Couchepin Pascal · Bundesrat · 2003-12-04
Couchepin Pascal · Bundesrat · Wallis · 2003-12-04
Wortprotokoll
Il faut redire que ces dispositions n'interviennent pas comme ça dans le vide. Il s'agit de caisses qui sont en péril. Le premier objectif, lorsqu'on est sur le radeau de la Méduse, c'est de survivre et de maintenir, dans l'intérêt de tous, les caisses en existence. On n'a pas ici un système où il y a des filets qui garantissent tous les risques. Les caisses doivent trouver des solutions pour permettre leur survie dans des conditions saines à long terme. Par conséquent, on doit subordonner un certain nombre d'intérêts à l'objectif commun, à l'intérêt général de la caisse. C'est ce que l'on essaie de faire à travers cette disposition. C'est évidemment une disposition qui est politiquement difficile, raison pour laquelle, dès le départ, le Conseil fédéral avait fait une proposition qui était déjà restrictive. Votre conseil a été encore plus loin. Il a introduit des restrictions supplémentaires auxquelles nous nous rallions.

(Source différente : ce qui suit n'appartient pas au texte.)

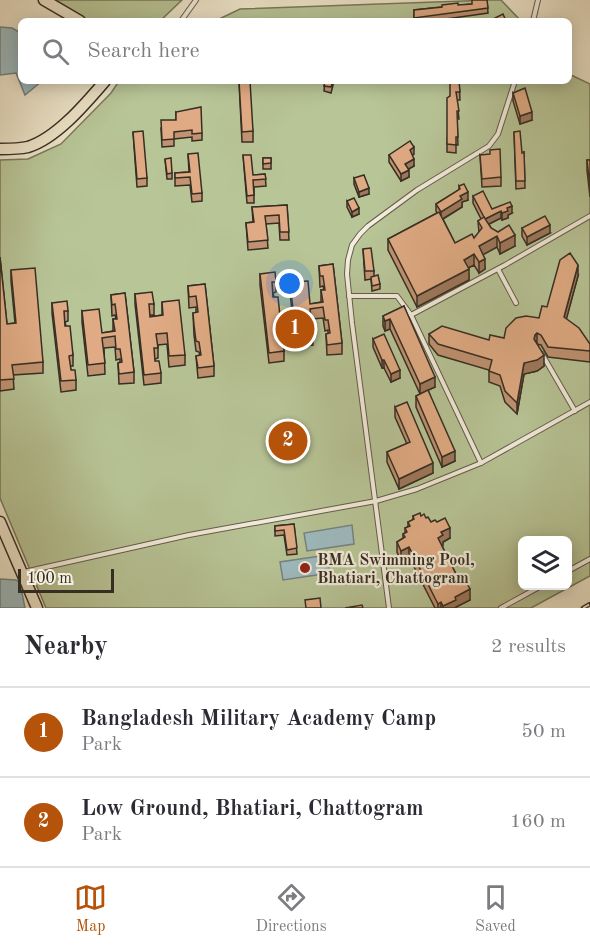 <!DOCTYPE html>
<html lang="en">
<head>
<meta charset="utf-8">
<style>
  body { margin:0; font-family:"Old Standard TT",serif; background:#f7f7f7; color:#2b2b33 }
  .controls { position:absolute; right:18px; bottom:18px; display:grid; overflow:hidden; border-radius:9px; box-shadow:0 3px 15px #0003 }
  .controls button { width:54px; height:54px; display:grid; place-items:center; padding:0; border:0; border-bottom:2px solid #e1e1e2; background:#fff; color:#2b2b33; font:30px sans-serif }
  .scale { position:absolute; left:18px; bottom:15px; width:96px; box-sizing:border-box; padding-left:6px; border:3px solid #362e23; border-top:0; font-size:16px; line-height:21px; white-space:nowrap; color:#362e23; -webkit-text-stroke:4px #f3eedd; paint-order:stroke }
  .you { position:absolute; left:290px; top:284px; width:21px; height:21px; margin:-15px; border:4px solid #fff; border-radius:50%; background:#1a73e8; box-shadow:0 0 0 9px #1a73e833 }
  .badge { display:grid; place-items:center; width:39px; height:39px; border-radius:50%; background:#b45309; color:#fff; font-size:20px; font-weight:700 }
  .pin { position:absolute; translate:-50% -50%; border:3px solid #fff; box-shadow:0 2px 6px #0006 }
  .list { margin:0; padding:0; list-style:none }
  h2 { display:flex; justify-content:space-between; align-items:center; height:78px; margin:0; padding:0 24px; font-size:26px }
  h2 small { font-size:20px; font-weight:400; color:#7c7c81 }
  .list li { display:grid; grid-template-columns:39px 1fr auto; gap:18px; align-items:center; box-sizing:border-box; height:90px; padding:0 24px; border-top:2px solid #e1e1e2 }
  .list b { display:block; font-size:22px; white-space:nowrap }
  .list p { margin:0; font-size:20px; white-space:nowrap; color:#7c7c81 }
  .list em { font-size:20px; font-style:normal; color:#7c7c81 }
  .icon { flex:none; width:33px; height:33px; fill:none; stroke:currentColor; stroke-width:2; stroke-linecap:round; stroke-linejoin:round }
  .map { position:relative; flex:none; width:590px; height:608px; overflow:hidden }
  .search { position:absolute; background:#fff; box-shadow:0 3px 15px #0003; left:18px; right:18px; top:18px; height:66px; display:flex; align-items:center; gap:15px; box-sizing:border-box; padding:0 21px; border-radius:9px; color:#7c7c81; font-size:22px }
  .sheet { height:258px; background:#fff }
  nav { display:flex; justify-content:space-around; align-items:center; box-sizing:border-box; height:84px; border-top:2px solid #e1e1e2; background:#fff; font-size:16px; color:#7c7c81 }
  nav a { display:grid; justify-items:center; gap:3px }
  nav .on { color:#b45309 }
  .map>svg:first-child { display:block }
</style>
</head>
<body>
<div class="map">
<svg width="590" height="608" viewBox="0 0 590 608">
  <rect width="100%" height="100%" fill="#ede5ca"/>
  <filter id="stains"><feTurbulence type="fractalNoise" baseFrequency=".00333" numOctaves="4"/><feColorMatrix values="0 0 0 0 .2 0 0 0 0 .09 0 0 0 0 .02 0 0 0 .5 -.17"/></filter>
  <radialGradient id="worn" r=".72"><stop offset=".6" stop-color="#630" stop-opacity="0"/><stop offset="1" stop-color="#630" stop-opacity=".3"/></radialGradient>
  <!-- green -->
  <g fill="#b8c597" stroke="#777a5d" stroke-width="1.5" fill-rule="evenodd">
    <path d="M47 0H182L160 21H70Z"/>
    <path d="M491 0H501L521 21H215L240 9Z"/>
    <path d="M569 74 590 84V576L531 608H46L0 498V160L28 159 61 144 111 93 119 81H569ZM522 540H568V586H522Z"/>
  </g>
  <!-- water -->
  <g fill="#9ebcc2" stroke="#748382" stroke-width="1.5">
    <path d="M0 27 12 28 21 33V81H42L25 95 16 73 0 75Z"/>
    <path d="M352 525 354 544 307 551 304 533Z"/>
    <path d="M327 555 330 573 283 580 280 562Z"/>
    <path d="M0 579 16 580 20 583 25 608H0Z"/>
  </g>
  <g fill="none" stroke-linecap="round" stroke-linejoin="round">
    <!-- service casing -->
    <g stroke="#645c4d" stroke-width="6">
      <g id="service">
        <path d="M181 21 196 0"/>
        <path d="M533 21 538 0"/>
        <path d="M498 269 516 303"/>
        <path d="M349 296H397L411 315"/>
        <path d="M542 354 575 411"/>
        <path d="M481 463 411 315 505 265 590 216"/>
        <path d="M568 571 590 559"/>
        <path d="M24 572 189 535 376 501 417 489 481 463 590 402"/>
        <path d="M389 608 352 323 347 274 348 260 352 245 360 234 368 226 417 190 489 146 498 134 515 81"/>
        <path d="M501 608 541 586"/>
      </g>
    </g>
    <!-- primary casing -->
    <g stroke="#362e23" stroke-width="13">
      <g id="primary">
        <path d="M44 0 80 21"/>
        <path d="M0 149C9 149 19 149 28 147 57 138 86 103 105 81"/>
        <path d="M0 522 37 608"/>
      </g>
    </g>
    <!-- service -->
    <use href="#service" stroke="#f3eedd" stroke-width="4"/>
    <!-- primary -->
    <use href="#primary" stroke="#ede5ca" stroke-width="10"/>
    <!-- rail casing -->
    <g stroke="#362e23" stroke-width="4.5">
      <path id="rail" d="M583 608 590 604"/>
    </g>
    <!-- rail -->
    <use href="#rail" stroke="#f3eedd" stroke-width="2" stroke-dasharray="7" stroke-linecap="butt"/>
  </g>
  <!-- wall -->
  <g fill="#c19372" stroke="#362e23" stroke-width="1.5">
    <path d="M487 0 488 13 432 21H414V10L472 4Z"/>
    <path d="M239 81 253 131V142H242Z"/>
    <path d="M325 81H334L331 93 324 91Z"/>
    <path d="M459 81 460 100H457L459 119H457L458 145H456V153L447 152V144L450 96Z"/>
    <path d="M513 93 532 120 520 124 513 101Z"/>
    <path d="M176 112 202 133V140L192 141V137L174 139V146L162 147 161 128 176 120Z"/>
    <path d="M133 132 147 178V186L137 187Z"/>
    <path d="M514 132 522 153 524 152 525 188 516 189Z"/>
    <path d="M188 154 202 193V201L192 202 190 185 175 186V173L189 172Z"/>
    <path d="M414 154 412 155 414 166 408 169 409 177 401 181 389 162V155Z"/>
    <path d="M243 155 253 175 265 174 266 186 254 187V203H247Z"/>
    <path d="M480 155 501 177V186L482 187Z"/>
    <rect x="263" y="158" width="8" height="11"/>
    <path d="M165 159 172 173V179H167Z"/>
    <path d="M587 160H590V197L587 170Z"/>
    <path d="M354 178 369 194 359 197 354 184Z"/>
    <path d="M459 186 468 200 462 202V207L443 219 455 243 474 238 479 233 478 221 481 219 473 203V196L492 209 512 213 508 215V218L502 220 501 218 489 224 491 228 515 246 500 254 497 247 483 254 485 269 479 273 474 265 468 268 469 280 417 307 388 250V239L437 213 436 211V204L459 190Z"/>
    <path d="M347 201 359 214 352 217 347 207Z"/>
    <path d="M287 205 289 240H280L279 223 266 224 268 248 248 250 246 223 253 222 252 207Z"/>
    <path d="M522 228 550 233 527 245 522 236Z"/>
    <path d="M363 249 374 271V276L380 284V289L372 291 371 279 365 280Z"/>
    <path d="M0 257 7 324 15 323 11 281V270L43 362V373L13 375 14 389 0 391Z"/>
    <path d="M333 264 342 343V354L327 355 326 334H328V330L325 331 323 318 312 319 313 345 296 347 290 293V282L310 304 321 302V290H324L323 286 320 287 319 266Z"/>
    <path d="M260 274 276 282V292L273 293 281 326V337H278L279 341 284 351V361L269 363 260 285Z"/>
    <path d="M578 276 566 319 590 344V362L548 357 541 345 537 344 544 366 537 371 524 374 517 414 505 402 500 386 489 382V370L438 355 429 344V334L489 340 504 338 539 318 547 307Z"/>
    <path d="M205 284 214 366V376L198 378 196 356 200 355 199 352 196 351 194 335 193 313H196V307L189 308 188 286Z"/>
    <path d="M125 293 134 372V383L119 384 118 363 120 362V359L116 360 115 347 104 348 105 374 88 376 82 322V311L102 333 113 331V319H116L115 315 112 316 111 295Z"/>
    <path d="M135 294 154 304V315H150V317L162 315V302L185 355V365L169 367 167 344 158 345V358L155 359V361L161 373V383L144 385 135 304Z"/>
    <path d="M52 303 68 311V321L65 322 73 355V366H70L71 370 76 380V390L61 392 52 313Z"/>
    <path d="M404 306 435 387 428 390 455 461 442 467 416 407V396L420 394 390 329 385 331 383 326V316Z"/>
    <path d="M373 339 400 378 391 382 384 368H382L373 347Z"/>
    <path d="M395 407 433 473 399 489 387 462V452L407 444 395 417Z"/>
    <path d="M413 516H421L431 522H437L450 538 443 542 442 546 461 584 470 600 456 607V608H435L409 557 401 561 397 552V542L403 538V534L405 533V528L408 527V522L413 520Z"/>
    <path d="M294 524 297 554 287 555 284 535 275 536V526Z"/>
  </g>
  <!-- shaded-wall -->
  <g fill="#9d785c" stroke="#362e23" stroke-width="1.5">
    <path d="M532 112V120L520 124V116Z"/>
    <path d="M414 147V154L410 157V150Z"/>
    <path d="M414 159V166L405 171V164Z"/>
    <path d="M409 170V177L401 181V174Z"/>
    <path d="M369 188V194L359 197V192Z"/>
    <path d="M468 192V200L462 202V207L441 220V212L460 196Z"/>
    <path d="M512 206V213L508 215V218L502 220V213L507 208Z"/>
    <path d="M359 208V214L352 217V212Z"/>
    <path d="M501 211V218L485 226V219Z"/>
    <path d="M550 225V233L527 245V237Z"/>
    <path d="M515 235V246L500 254V243Z"/>
    <path d="M497 236V247L479 257V246Z"/>
    <path d="M474 254V265L464 270V260Z"/>
    <path d="M485 259V269L479 273V262Z"/>
    <path d="M578 265V276L564 328V317Z"/>
    <path d="M469 269V280L417 307V296Z"/>
    <path d="M390 319V329L385 331V321Z"/>
    <path d="M537 333V344L534 339 535 335Z"/>
    <path d="M544 355V366L537 371 524 374 517 414V403L524 363Z"/>
    <rect x="382" y="360" width="2" height="8"/>
    <path d="M400 370V378L391 382V374Z"/>
    <path d="M435 377V387L420 394V384Z"/>
    <path d="M455 451V461L442 467V457Z"/>
    <path d="M433 463V473L399 489V479Z"/>
    <path d="M450 528V538L443 542V546L438 548V538L441 532Z"/>
    <path d="M409 547V557L401 561V551Z"/>
    <path d="M470 589V600L456 607V608H443V606L455 597Z"/>
    <path d="M441 602V608H438V604Z"/>
  </g>
  <!-- building -->
  <g fill="#e0ab84" stroke="#362e23" stroke-width="1.5">
    <path d="M472 0H487L488 8 414 18V10L442 7V5L458 3V5L472 4Z"/>
    <path d="M503 14 506 21H494L493 19Z"/>
    <path d="M239 81H250L253 131 242 132Z"/>
    <path d="M325 81H333L331 87 324 86Z"/>
    <path d="M450 81H459L460 92H456L459 111H457L458 137H456V145L447 144V98L450 96Z"/>
    <path d="M525 88 532 112 520 116 513 93Z"/>
    <path d="M201 107 202 133 192 134V130L174 132V139L162 140 161 120H176V112Z"/>
    <path d="M143 131 147 178 137 179 133 132Z"/>
    <path d="M520 131 522 153 524 152 525 181H516L514 132Z"/>
    <path d="M410 141 414 147 410 150 414 159 405 164 409 170 401 174 389 155Z"/>
    <path d="M500 149 501 177 482 179 480 155 490 154V150Z"/>
    <path d="M198 153 202 193 192 194 190 177 175 178V173L190 172 188 154Z"/>
    <path d="M243 155H251L253 175 265 174 266 179 253 180 254 195 247 196Z"/>
    <path d="M171 158 172 173 167 174 165 159Z"/>
    <path d="M263 158H271V163L263 164Z"/>
    <path d="M587 160H590V187Z"/>
    <path d="M364 175 369 188 359 192 354 178Z"/>
    <path d="M464 184 468 192 460 196 462 199 441 212 436 204 460 189 459 186Z"/>
    <path d="M483 191 492 209 510 202 512 206 507 208 508 211 502 213 501 211 485 219 473 196Z"/>
    <path d="M354 198 359 208 352 212 347 201Z"/>
    <path d="M287 205 289 232H280L279 215 265 216 268 240 248 242 246 223 254 222 252 207Z"/>
    <path d="M439 212 455 243 472 234 474 238 482 228 478 221 484 217 491 228 498 232 509 225 515 235 500 243 497 236 479 246 485 259 479 262 474 254 464 260 469 269 417 296 388 239Z"/>
    <path d="M545 216 550 225 527 237 522 228Z"/>
    <path d="M371 248 374 271H365L363 249Z"/>
    <path d="M570 253 578 265 564 317 579 328 590 344V351L548 347 541 335 537 333 535 335 534 339 544 355 537 360 524 363 517 403 505 391 500 375 489 371 492 360 438 344 429 334 442 326 489 340 490 335 504 338 506 328 516 318 526 316 539 318 542 306 547 307 560 260Z"/>
    <path d="M0 257 7 324 16 323 11 270 35 268 43 362 12 365 14 379 0 380Z"/>
    <path d="M333 264 342 343 327 345 326 334 330 333 328 320H325L323 307 310 309 313 334 296 336 290 282 308 281 310 304 323 302 321 290H325L323 276H320L319 266Z"/>
    <path d="M275 272 276 282H272L273 297H278L281 326 277 327 279 341H283L284 351 269 353 260 274Z"/>
    <path d="M378 275 380 284 372 286 371 277Z"/>
    <path d="M205 284 214 366 198 368 196 356 201 355 199 342 196 341 194 325 193 313 198 312 196 296 189 297 188 286Z"/>
    <path d="M152 292 154 304H149L150 317 163 315 162 302 179 300 185 355 169 356 167 333 156 334 158 348H154L155 361H159L161 373 144 375 135 294Z"/>
    <path d="M125 293 134 372 119 374 118 363 122 362 120 349H116L115 336 102 338 105 363 88 365 82 311 99 309 102 333 115 331 113 319H117L115 304 112 305 111 295Z"/>
    <path d="M67 301 68 311H64L65 326H70L73 355 69 356 71 370H75L76 380 61 381 52 303Z"/>
    <path d="M404 306 435 377 420 384 390 319 385 321 383 316Z"/>
    <path d="M384 334 400 370 391 374 384 360H382L373 339Z"/>
    <path d="M428 390 455 451 442 457 416 396Z"/>
    <path d="M407 402 433 463 399 479 387 452 410 442 395 407Z"/>
    <path d="M420 513 421 516 424 514 426 518 428 517 431 522 435 520 437 522 445 518 450 528 441 532 443 535 438 538 461 584 466 582 470 589 455 597 456 600 443 606 441 602 438 604 409 547 401 551 397 542 405 537 403 534 407 532 405 528 410 526 408 522 414 519 413 516Z"/>
    <path d="M294 524 297 548 287 550 284 530 275 531V526Z"/>
    <path d="M320 598 321 608H306L305 600Z"/>
    <path d="M362 605 363 608H345Z"/>
  </g>
  <!-- markers -->
  <circle fill="#8f2418" stroke="#f3eedd" stroke-width="2" cx="305" cy="568" r="6"/>
  <g text-anchor="middle" stroke-width="4.5" stroke-linejoin="round" paint-order="stroke">
    <!-- poi labels -->
    <g font-size="16" font-weight="bold" fill="#362e23" stroke="#f3eedd" text-anchor="start">
      <text x="317" y="565">BMA Swimming Pool,<tspan x="317" dy="18">Bhatiari, Chattogram</tspan></text>
    </g>
  </g>
  <rect width="100%" height="100%" filter="url(#stains)"/>
  <rect width="100%" height="100%" fill="url(#worn)"/>
</svg>
<div class="controls">
<button><svg class="icon" aria-label="layers" viewBox="0 0 24 24"><path d="M12 4l9 5-9 5-9-5zM3 14l9 5 9-5"/></svg></button>
</div>
<div class="scale">100 m</div>
<div class="you"></div>
<div class="pin badge" style="left:295px;top:329px">1</div>
<div class="pin badge" style="left:288px;top:441px">2</div>
<div class="search"><svg class="icon" aria-label="search" viewBox="0 0 24 24"><circle cx="10" cy="10" r="6"/><path d="M15 15l6 6"/></svg>Search here</div>
</div>
<section class="sheet">
<h2>Nearby<small>2 results</small></h2>
<ul class="list">
<li><span class="badge">1</span><div><b>Bangladesh Military Academy Camp</b><p>Park</p></div><em>50 m</em></li>
<li><span class="badge">2</span><div><b>Low Ground, Bhatiari, Chattogram</b><p>Park</p></div><em>160 m</em></li>
</ul>
</section>
<nav>
<a class="on"><svg class="icon" aria-label="map" viewBox="0 0 24 24"><path d="M3 6l6-2 6 2 6-2v14l-6 2-6-2-6 2zM9 4v14M15 6v14"/></svg>Map</a>
<a><svg class="icon" aria-label="directions" viewBox="0 0 24 24"><path d="M12 3l9 9-9 9-9-9zM9 14v-3h6M13 9l2 2-2 2"/></svg>Directions</a>
<a><svg class="icon" aria-label="saved" viewBox="0 0 24 24"><path d="M7 4h10v16l-5-4-5 4z"/></svg>Saved</a>
</nav>
</body>
</html>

M. Studer a évoqué un cas qui, à notre sens, ne peut pas se réaliser. C'est le cas de quelqu'un qui aurait reçu le renchérissement non prévu par le règlement. Comme l'a dit et redit M. David, s'il est prévu dans le règlement que le renchérissement est accordé, il n'y a pas de possibilité de revenir sur ce "cadeau". Quelqu'un aurait reçu le renchérissement et serait appelé à contribuer à l'assainissement de la caisse durant un temps tel qu'à la fin, il aurait mieux fait de ne pas recevoir le renchérissement parce qu'on lui en redemande davantage que ce qu'il a reçu: c'est contraire à l'égalité de traitement, si c'est ainsi. Il n'est pas pensable que quelqu'un qui a reçu un "cadeau" soit appelé à payer davantage que le "cadeau" qu'il a reçu. C'est la limite maximale. Vous dites qu'on peut la franchir; nous, nous disons que ce n'est pas possible de la franchir. C'est contraire à l'égalité de traitement, contraire à l'esprit de la loi et c'est un cas où, à coup sûr, l'autorité de surveillance devrait intervenir pour interdire qu'on aille jusqu'à cette extrémité.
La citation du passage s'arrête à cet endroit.